Kafka lamented this condition in his The Great Wall of China: “Why then.. did we leave our homes, the stream with its bridges, our mothers and fathers, our weeping wives, our children who needed our care, and depart… to the wall in the north?” Why leave everything that unites us in order to build a wall that will separate us?

Even before the wall was built, the mere conception of its possibility had already pulled us away. The “Why?”, says Kafka, is a question for the high command: they know us. “They, absorbed in gigantic anxieties, know of us, know our petty pursuits, see us sitting together in our humble huts.” But the Great Wall is nothing new, it is just a seemingly novel idea to come from a High Command that has “existed from old time… from all eternity.” Yet even the novelty of the idea is false, for that too, the idea to embark on a massive separation, has also existed for all eternity.
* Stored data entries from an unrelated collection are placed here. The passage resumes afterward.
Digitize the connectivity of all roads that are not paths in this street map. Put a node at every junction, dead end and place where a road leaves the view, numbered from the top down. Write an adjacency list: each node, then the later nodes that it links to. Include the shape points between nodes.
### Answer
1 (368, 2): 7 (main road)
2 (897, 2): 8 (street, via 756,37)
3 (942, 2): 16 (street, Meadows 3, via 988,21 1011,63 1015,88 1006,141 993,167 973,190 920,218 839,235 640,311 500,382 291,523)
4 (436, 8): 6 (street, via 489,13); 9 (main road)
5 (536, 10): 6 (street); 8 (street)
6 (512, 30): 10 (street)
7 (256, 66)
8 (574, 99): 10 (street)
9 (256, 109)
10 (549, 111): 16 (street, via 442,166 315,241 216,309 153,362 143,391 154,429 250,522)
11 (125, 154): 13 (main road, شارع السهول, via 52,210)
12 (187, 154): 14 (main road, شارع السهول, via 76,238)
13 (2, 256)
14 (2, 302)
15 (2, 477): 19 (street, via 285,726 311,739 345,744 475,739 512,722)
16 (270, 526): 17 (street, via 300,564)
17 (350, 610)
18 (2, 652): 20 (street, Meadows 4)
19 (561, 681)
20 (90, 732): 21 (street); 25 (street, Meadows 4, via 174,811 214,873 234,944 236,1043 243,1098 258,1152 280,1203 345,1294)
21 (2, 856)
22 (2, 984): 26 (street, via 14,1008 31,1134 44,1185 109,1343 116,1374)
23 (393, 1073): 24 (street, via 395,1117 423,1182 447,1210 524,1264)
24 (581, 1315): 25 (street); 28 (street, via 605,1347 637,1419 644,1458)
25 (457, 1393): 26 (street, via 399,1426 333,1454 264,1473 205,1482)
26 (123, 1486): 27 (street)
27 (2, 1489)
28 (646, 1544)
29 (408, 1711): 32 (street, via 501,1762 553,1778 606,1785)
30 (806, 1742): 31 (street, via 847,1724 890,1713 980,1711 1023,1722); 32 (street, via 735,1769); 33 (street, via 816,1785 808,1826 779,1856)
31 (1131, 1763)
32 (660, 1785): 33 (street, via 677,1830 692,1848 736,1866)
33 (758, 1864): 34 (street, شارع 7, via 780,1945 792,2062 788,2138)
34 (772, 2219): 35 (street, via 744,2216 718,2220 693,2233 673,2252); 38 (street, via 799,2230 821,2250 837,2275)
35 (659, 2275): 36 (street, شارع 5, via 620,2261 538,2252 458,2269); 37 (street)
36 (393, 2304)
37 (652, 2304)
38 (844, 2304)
Judaic mythology blames our separation on a divine action of retribution against human pride. It was God who destroyed Babel and condemned humanity to become an atomised species, jabbering different tongues. But the erection of walls, or the provocation of the new to build walls, were the first great crimes against humanity. In Kafka’s story it is implied that the idea of making the wall preceded any apparent need for it. Kafka’s message could be: the High Command realised that they can only have power if humanity is a divided species, and everything we have now stems from that basic inspiration: Divide, and thou shalt conquer.

As a bureaucrat Kafka was well aware of the obscurity of empire, of the opaqueness of the system itself. Where clarity can be found it is more illusive than real. He writes: “The farther one descends among the lower schools the more… does one find teachers’ and pupils’ doubts of their own knowledge vanishing, and a superficial culture mounting sky high round a few precepts that have been drilled into people’s minds for centuries, precepts which, though they have lost nothing of their eternal truth, remain eternally invisible in this fog of confusion.”

But what Kafka intuits in his story is that what the Emperor is building is not just a wall but a labyrinth. A labyrinth that will protect the truth from escaping. To get the message out we can no longer rely on the straightforward exchange of a pony express galloping over a flat plain. The idea, any idea, has now to navigate through the complex space of the labyrinthine construction that is civilisation. The purity of the message is sullied and soiled almost even before it has been uttered. The great irony of our information age is that all messages must become rarefied and succinct if they are to survive the maze of jabber. The result is a sensationalism which has become insipid in the network of constant exultations.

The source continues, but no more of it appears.